To say that the horrific shooting at Sandy Hook Elementary School emboldened gun control advocates would be an understatement. The ensuing debate over the Second Amendment filtered through all media outlets – mainstream, alternative, and social – into every home in the nation. One of the questions brought to the forefront was two-fold: "What was the original meaning of the Second Amendment, and is it really relevant for us today?"
The perpetually pompous Piers Morgan seemed to have been just waiting for something to happen. 11 days before the shooting he tweeted, "The 2nd amendment was devised with muskets in mind, not high-powered handguns & assault rifles. Fact." In staking his claim as the prime time progressive voice for "sensible" gun control, Sandy Hook provided the springboard he needed (and, as it turns out, the nudge needed to send his show's ratings into the toilet).
The Second Amendment reads as follows: "A well regulated militia being necessary to the security of a free state, the right of the people to keep and bear arms shall not be infringed."
Gun control advocates like to focus on the phrase "well regulated militia" to show that the right to keep and bear arms wasn't guaranteed to individuals. Forget that the militia was made up of, well, individual people. And then there's that whole "shall not be infringed" part, but let's not get bogged down in semantics.

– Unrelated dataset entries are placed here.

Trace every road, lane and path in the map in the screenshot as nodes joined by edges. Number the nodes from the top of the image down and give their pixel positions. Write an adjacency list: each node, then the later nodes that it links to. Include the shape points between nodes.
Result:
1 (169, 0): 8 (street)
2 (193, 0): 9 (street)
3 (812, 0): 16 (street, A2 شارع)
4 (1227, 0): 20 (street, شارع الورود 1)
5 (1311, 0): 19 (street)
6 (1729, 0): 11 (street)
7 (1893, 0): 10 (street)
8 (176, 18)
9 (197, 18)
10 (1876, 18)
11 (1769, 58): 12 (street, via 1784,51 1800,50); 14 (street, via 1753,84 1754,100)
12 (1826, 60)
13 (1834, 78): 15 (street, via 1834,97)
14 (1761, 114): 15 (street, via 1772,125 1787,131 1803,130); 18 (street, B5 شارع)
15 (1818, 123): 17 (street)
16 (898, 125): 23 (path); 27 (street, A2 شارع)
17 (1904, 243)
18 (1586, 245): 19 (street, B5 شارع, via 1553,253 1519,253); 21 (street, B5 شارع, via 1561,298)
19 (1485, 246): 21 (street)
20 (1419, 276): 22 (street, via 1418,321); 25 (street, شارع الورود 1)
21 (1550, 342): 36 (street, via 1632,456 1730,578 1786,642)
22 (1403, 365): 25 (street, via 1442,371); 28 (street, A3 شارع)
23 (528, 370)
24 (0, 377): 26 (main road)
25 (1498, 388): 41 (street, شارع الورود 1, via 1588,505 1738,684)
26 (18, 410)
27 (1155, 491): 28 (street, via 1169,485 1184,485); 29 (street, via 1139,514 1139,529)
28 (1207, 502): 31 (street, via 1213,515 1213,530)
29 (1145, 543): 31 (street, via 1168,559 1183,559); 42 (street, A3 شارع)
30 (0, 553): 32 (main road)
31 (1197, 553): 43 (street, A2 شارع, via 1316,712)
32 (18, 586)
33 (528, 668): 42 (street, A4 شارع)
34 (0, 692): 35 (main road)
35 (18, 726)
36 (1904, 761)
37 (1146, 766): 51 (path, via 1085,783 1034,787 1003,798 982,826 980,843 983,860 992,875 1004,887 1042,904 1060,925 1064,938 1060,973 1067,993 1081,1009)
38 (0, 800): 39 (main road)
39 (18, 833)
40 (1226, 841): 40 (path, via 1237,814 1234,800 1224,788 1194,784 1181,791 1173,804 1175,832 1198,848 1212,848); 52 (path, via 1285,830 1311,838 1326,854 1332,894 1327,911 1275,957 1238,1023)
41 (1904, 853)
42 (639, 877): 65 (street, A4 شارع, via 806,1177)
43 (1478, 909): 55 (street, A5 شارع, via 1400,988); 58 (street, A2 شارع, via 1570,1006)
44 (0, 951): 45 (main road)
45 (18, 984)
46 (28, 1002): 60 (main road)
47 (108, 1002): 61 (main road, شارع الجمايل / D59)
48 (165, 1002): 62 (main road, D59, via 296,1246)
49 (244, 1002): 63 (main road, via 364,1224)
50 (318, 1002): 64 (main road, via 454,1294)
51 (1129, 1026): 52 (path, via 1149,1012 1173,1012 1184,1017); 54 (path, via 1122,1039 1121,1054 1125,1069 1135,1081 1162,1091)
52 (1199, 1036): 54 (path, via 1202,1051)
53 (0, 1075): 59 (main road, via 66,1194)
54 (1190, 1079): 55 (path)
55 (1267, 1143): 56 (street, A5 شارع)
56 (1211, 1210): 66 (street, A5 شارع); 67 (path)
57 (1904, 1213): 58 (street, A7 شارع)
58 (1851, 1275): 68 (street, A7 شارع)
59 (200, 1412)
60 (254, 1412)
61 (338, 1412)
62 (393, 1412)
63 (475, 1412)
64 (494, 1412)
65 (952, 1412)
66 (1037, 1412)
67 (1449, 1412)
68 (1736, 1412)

What reactionaries like Piers Morgan and those in the upper echelon of government fail to realize is that the right to keep and bear arms wasn't even questioned by colonial Americans. Guns were needed for survival, whether they were being used to shoot wild game or to fend off British soldiers. Muskets or not, that meant allowing the people to be as well-armed as those from whom they needed protection. It may have had something to do with living under a tyrant who tried to use superior firepower to his advantage. Who knows?
Fortunately, the trickledown theory doesn't work very well when it comes to gun control. Some state and local law enforcement officials are taking a stand. As of this writing, around 240 sheriffs, including Robin Cole of Pine County, Minnesota, have refused to go along with the Obama administration's anti-gun agenda. It remains to be seen if they will have the courage to stand by their stated convictions, but at least it's a start.
What the issue boils down to is not deciding which type of gun is appropriate but whether or not individuals have the God-given right to defend themselves. The right to self-defense is one of the fundamental pillars of a free society, and defending that right can only happen when Americans realize that the opposite of "armed and dangerous" is not "unarmed and safe."